# Service and user nobody



## Nutz (Nov 11, 2020)

Hello all,

Hope you are all fine !

I have a question concerning the nobody user, i used to install an exporter prometheus on old FreeBSD 11.1 server.
I'm able to start without any issues the node_exporter service.

But it's different with FreeBSD12.1, I'm not able to do it until I change the :

```
: ${node_exporter_user:="nobody"}
: ${node_exporter_group:="nobody"}
```

with user & group root..which I would like to avoid.

I got the error :

```
Starting node_exporter.
su: /usr/local/bin/zsh: Permission denied
/usr/local/etc/rc.d/node_exporter: WARNING: failed to start node_exporter
```

The only one what is able to start is ctld_exporter cause its build from go language.
`goprogram_user="nobody"`

I checked all permission and that's sound corrects...

br,
!!!


----------



## SirDice (Nov 11, 2020)

Nutz said:


> i used to install an exporter prometheus


Which one exactly?
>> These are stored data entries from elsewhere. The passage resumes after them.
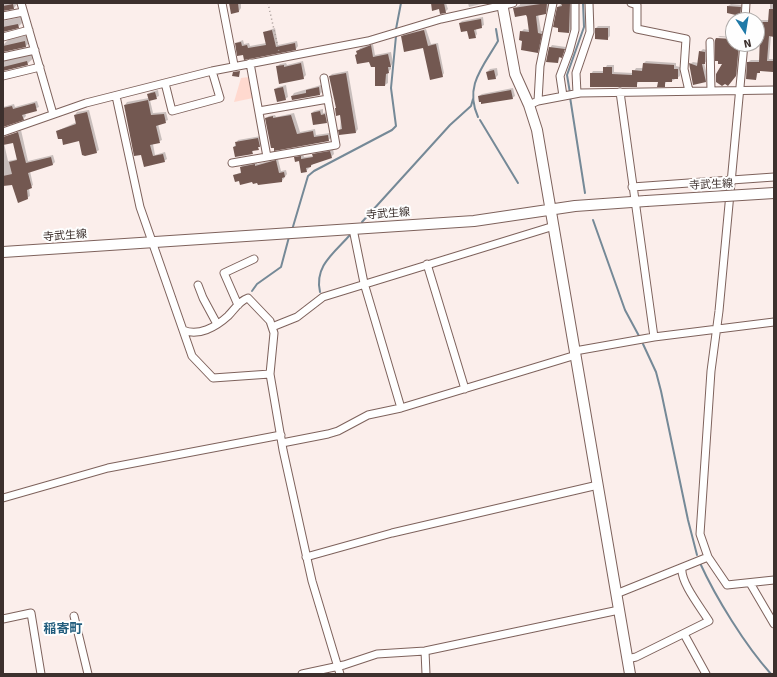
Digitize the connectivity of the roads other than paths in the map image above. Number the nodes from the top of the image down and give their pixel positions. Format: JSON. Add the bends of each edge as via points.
{"nodes":[{"id":1,"x":21,"y":3,"type":"edge"},
{"id":2,"x":222,"y":3,"type":"edge"},
{"id":3,"x":513,"y":3,"type":"edge"},
{"id":4,"x":553,"y":3,"type":"edge"},
{"id":5,"x":575,"y":3,"type":"edge"},
{"id":6,"x":589,"y":3,"type":"edge"},
{"id":7,"x":630,"y":3,"type":"edge"},
{"id":8,"x":502,"y":4,"type":"edge"},
{"id":9,"x":23,"y":12,"type":"junction"},
{"id":10,"x":3,"y":16,"type":"edge"},
{"id":11,"x":29,"y":30,"type":"junction"},
{"id":12,"x":3,"y":37,"type":"edge"},
{"id":13,"x":710,"y":42,"type":"dead end"},
{"id":14,"x":35,"y":50,"type":"junction"},
{"id":15,"x":743,"y":52,"type":"edge"},
{"id":16,"x":3,"y":57,"type":"edge"},
{"id":17,"x":250,"y":63,"type":"junction"},
{"id":18,"x":234,"y":65,"type":"junction"},
{"id":19,"x":40,"y":67,"type":"junction"},
{"id":20,"x":212,"y":71,"type":"junction"},
{"id":21,"x":3,"y":76,"type":"edge"},
{"id":22,"x":324,"y":78,"type":"dead end"},
{"id":23,"x":165,"y":83,"type":"junction"},
{"id":24,"x":774,"y":90,"type":"edge"},
{"id":25,"x":689,"y":91,"type":"junction"},
{"id":26,"x":711,"y":91,"type":"junction"},
{"id":27,"x":740,"y":91,"type":"junction"},
{"id":28,"x":620,"y":92,"type":"junction"},
{"id":29,"x":576,"y":93,"type":"junction"},
{"id":30,"x":564,"y":95,"type":"junction"},
{"id":31,"x":116,"y":96,"type":"junction"},
{"id":32,"x":328,"y":99,"type":"junction"},
{"id":33,"x":534,"y":103,"type":"junction"},
{"id":34,"x":259,"y":111,"type":"junction"},
{"id":35,"x":53,"y":114,"type":"junction"},
{"id":36,"x":3,"y":132,"type":"edge"},
{"id":37,"x":267,"y":157,"type":"junction"},
{"id":38,"x":232,"y":163,"type":"dead end"},
{"id":39,"x":774,"y":177,"type":"edge"},
{"id":40,"x":731,"y":181,"type":"junction"},
{"id":41,"x":632,"y":187,"type":"junction"},
{"id":42,"x":774,"y":193,"type":"edge"},
{"id":43,"x":634,"y":202,"type":"junction"},
{"id":44,"x":551,"y":209,"type":"junction"},
{"id":45,"x":554,"y":226,"type":"junction"},
{"id":46,"x":353,"y":229,"type":"junction"},
{"id":47,"x":152,"y":242,"type":"junction"},
{"id":48,"x":3,"y":252,"type":"edge"},
{"id":49,"x":254,"y":259,"type":"dead end"},
{"id":50,"x":427,"y":264,"type":"junction"},
{"id":51,"x":364,"y":283,"type":"junction"},
{"id":52,"x":198,"y":284,"type":"dead end"},
{"id":53,"x":238,"y":305,"type":"junction"},
{"id":54,"x":774,"y":322,"type":"edge"},
{"id":55,"x":217,"y":324,"type":"junction"},
{"id":56,"x":272,"y":327,"type":"junction"},
{"id":57,"x":183,"y":330,"type":"junction"},
{"id":58,"x":715,"y":331,"type":"junction"},
{"id":59,"x":654,"y":337,"type":"junction"},
{"id":60,"x":576,"y":353,"type":"junction"},
{"id":61,"x":270,"y":374,"type":"junction"},
{"id":62,"x":464,"y":389,"type":"junction"},
{"id":63,"x":401,"y":408,"type":"junction"},
{"id":64,"x":281,"y":435,"type":"junction"},
{"id":65,"x":282,"y":443,"type":"junction"},
{"id":66,"x":598,"y":485,"type":"junction"},
{"id":67,"x":3,"y":498,"type":"edge"},
{"id":68,"x":306,"y":557,"type":"junction"},
{"id":69,"x":708,"y":557,"type":"junction"},
{"id":70,"x":682,"y":568,"type":"junction"},
{"id":71,"x":774,"y":580,"type":"edge"},
{"id":72,"x":750,"y":583,"type":"junction"},
{"id":73,"x":616,"y":594,"type":"junction"},
{"id":74,"x":619,"y":610,"type":"junction"},
{"id":75,"x":74,"y":616,"type":"dead end"},
{"id":76,"x":3,"y":619,"type":"edge"},
{"id":77,"x":774,"y":624,"type":"edge"},
{"id":78,"x":684,"y":634,"type":"junction"},
{"id":79,"x":425,"y":651,"type":"junction"},
{"id":80,"x":627,"y":659,"type":"junction"},
{"id":81,"x":338,"y":666,"type":"junction"},
{"id":82,"x":42,"y":674,"type":"edge"},
{"id":83,"x":88,"y":674,"type":"edge"},
{"id":84,"x":302,"y":674,"type":"edge"},
{"id":85,"x":340,"y":674,"type":"edge"},
{"id":86,"x":426,"y":674,"type":"edge"},
{"id":87,"x":630,"y":674,"type":"edge"},
{"id":88,"x":706,"y":674,"type":"edge"}],
"edges":[{"from":1,"to":9,"type":"street"},
{"from":2,"to":18,"type":"street"},
{"from":3,"to":8,"type":"street"},
{"from":4,"to":33,"type":"street"},
{"from":5,"to":30,"type":"street","via":[[575,30],[560,76]]},
{"from":6,"to":29,"type":"street","via":[[590,32],[576,73]]},
{"from":7,"to":25,"type":"street","via":[[637,5],[636,29],[686,39],[684,69]]},
{"from":8,"to":17,"type":"street","via":[[368,41]]},
{"from":8,"to":33,"type":"main road","via":[[519,84]]},
{"from":9,"to":10,"type":"street"},
{"from":9,"to":11,"type":"street"},
{"from":11,"to":12,"type":"street"},
{"from":11,"to":14,"type":"street"},
{"from":13,"to":26,"type":"street"},
{"from":14,"to":16,"type":"street"},
{"from":14,"to":19,"type":"street"},
{"from":15,"to":27,"type":"street"},
{"from":17,"to":18,"type":"street"},
{"from":17,"to":34,"type":"street"},
{"from":18,"to":20,"type":"street"},
{"from":19,"to":21,"type":"street"},
{"from":19,"to":35,"type":"street"},
{"from":20,"to":23,"type":"street"},
{"from":20,"to":23,"type":"street","via":[[220,98],[172,111]]},
{"from":22,"to":32,"type":"street"},
{"from":23,"to":31,"type":"street"},
{"from":24,"to":27,"type":"street"},
{"from":25,"to":26,"type":"street"},
{"from":25,"to":28,"type":"street"},
{"from":26,"to":27,"type":"street"},
{"from":27,"to":40,"type":"street"},
{"from":28,"to":29,"type":"street"},
{"from":28,"to":41,"type":"street"},
{"from":29,"to":30,"type":"street"},
{"from":30,"to":33,"type":"street"},
{"from":31,"to":35,"type":"street"},
{"from":31,"to":47,"type":"street","via":[[140,207]]},
{"from":32,"to":34,"type":"street"},
{"from":32,"to":37,"type":"street","via":[[336,145]]},
{"from":33,"to":44,"type":"main road"},
{"from":34,"to":37,"type":"street"},
{"from":35,"to":36,"type":"street"},
{"from":37,"to":38,"type":"street"},
{"from":39,"to":40,"type":"street"},
{"from":40,"to":41,"type":"street"},
{"from":40,"to":58,"type":"street"},
{"from":41,"to":43,"type":"street"},
{"from":42,"to":43,"type":"main road","name":"寺武生線","bridge":true},
{"from":43,"to":44,"type":"main road","name":"寺武生線"},
{"from":43,"to":59,"type":"street"},
{"from":44,"to":45,"type":"main road"},
{"from":44,"to":46,"type":"main road","name":"寺武生線","via":[[474,221]]},
{"from":45,"to":50,"type":"street"},
{"from":45,"to":60,"type":"main road"},
{"from":46,"to":47,"type":"main road","name":"寺武生線"},
{"from":46,"to":51,"type":"street"},
{"from":47,"to":48,"type":"main road","name":"寺武生線"},
{"from":47,"to":57,"type":"street"},
{"from":49,"to":53,"type":"street","via":[[224,273]]},
{"from":50,"to":51,"type":"street"},
{"from":50,"to":62,"type":"street"},
{"from":51,"to":56,"type":"street","via":[[320,298],[297,317]]},
{"from":51,"to":63,"type":"street"},
{"from":52,"to":55,"type":"street"},
{"from":53,"to":55,"type":"street"},
{"from":53,"to":56,"type":"street","via":[[248,298],[266,316]]},
{"from":54,"to":58,"type":"street"},
{"from":55,"to":57,"type":"street","via":[[199,333]]},
{"from":56,"to":61,"type":"street","via":[[274,344]]},
{"from":57,"to":61,"type":"street","via":[[192,356],[213,378]]},
{"from":58,"to":59,"type":"street"},
{"from":58,"to":69,"type":"street","via":[[700,534]]},
{"from":59,"to":60,"type":"street"},
{"from":60,"to":62,"type":"street"},
{"from":60,"to":66,"type":"main road"},
{"from":61,"to":64,"type":"street"},
{"from":62,"to":63,"type":"street"},
{"from":63,"to":65,"type":"street","via":[[368,415],[328,434]]},
{"from":64,"to":65,"type":"street"},
{"from":64,"to":67,"type":"street","via":[[108,468]]},
{"from":65,"to":68,"type":"street"},
{"from":66,"to":68,"type":"street","via":[[392,533]]},
{"from":66,"to":73,"type":"main road"},
{"from":68,"to":81,"type":"street"},
{"from":69,"to":70,"type":"street"},
{"from":69,"to":72,"type":"street","via":[[727,585]]},
{"from":70,"to":73,"type":"street"},
{"from":70,"to":78,"type":"street","via":[[681,574],[686,584],[709,621]]},
{"from":71,"to":72,"type":"street"},
{"from":72,"to":77,"type":"street"},
{"from":73,"to":74,"type":"main road"},
{"from":74,"to":79,"type":"street"},
{"from":74,"to":80,"type":"main road"},
{"from":75,"to":83,"type":"street"},
{"from":76,"to":82,"type":"street","via":[[31,613]]},
{"from":78,"to":80,"type":"street"},
{"from":78,"to":88,"type":"street"},
{"from":79,"to":81,"type":"street","via":[[377,654]]},
{"from":79,"to":86,"type":"street"},
{"from":80,"to":87,"type":"main road"},
{"from":81,"to":84,"type":"street"},
{"from":81,"to":85,"type":"street"}]}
I found several and they all seem to have different scripts.


----------



## Nutz (Nov 12, 2020)

Hi Sirdice,

this one :sysutils/node_exporter


----------



## SirDice (Nov 12, 2020)

Great, now I can read the actual rc too. Looking through it the rc(8) script is not the one doing the su(1), so I suspect it's the node exporter code itself that does this. It looks like they're not using the `-m` option. 


```
root@williscorto:~ # su nobody
This account is currently not available.
root@williscorto:~ # su -m nobody
You have mail.
nobody@williscorto:~ %
```

The nobody account cannot be used as a login shell because it has /usr/sbin/nologin. Don't be tempted to change the account, there's a very good reason why this is not allowed.


----------



## Nutz (Nov 12, 2020)

Hi,

Thanks for the details.

But the issue may not be related to the exporter itself...
I tried to 
	
	



```
su nobody
```
 and i got this error message :


```
su: /usr/sbin/nologin: Permission denied
```

EDIT: I just try with a fresh install of FBSD12 and dont have any errors, im able to launch node_exporter with user nobody as expected.
So there is something wrong with the others filers installed via mfsbsd and kernel/base.txz..


----------



## 0mp (Nov 16, 2022)

Nutz said:


> I tried to
> 
> 
> 
> ...


Could it be that /usr/sbin/nologin ended up without the execute bit permission (i.e., the bits that you can set with `chmod`)?


----------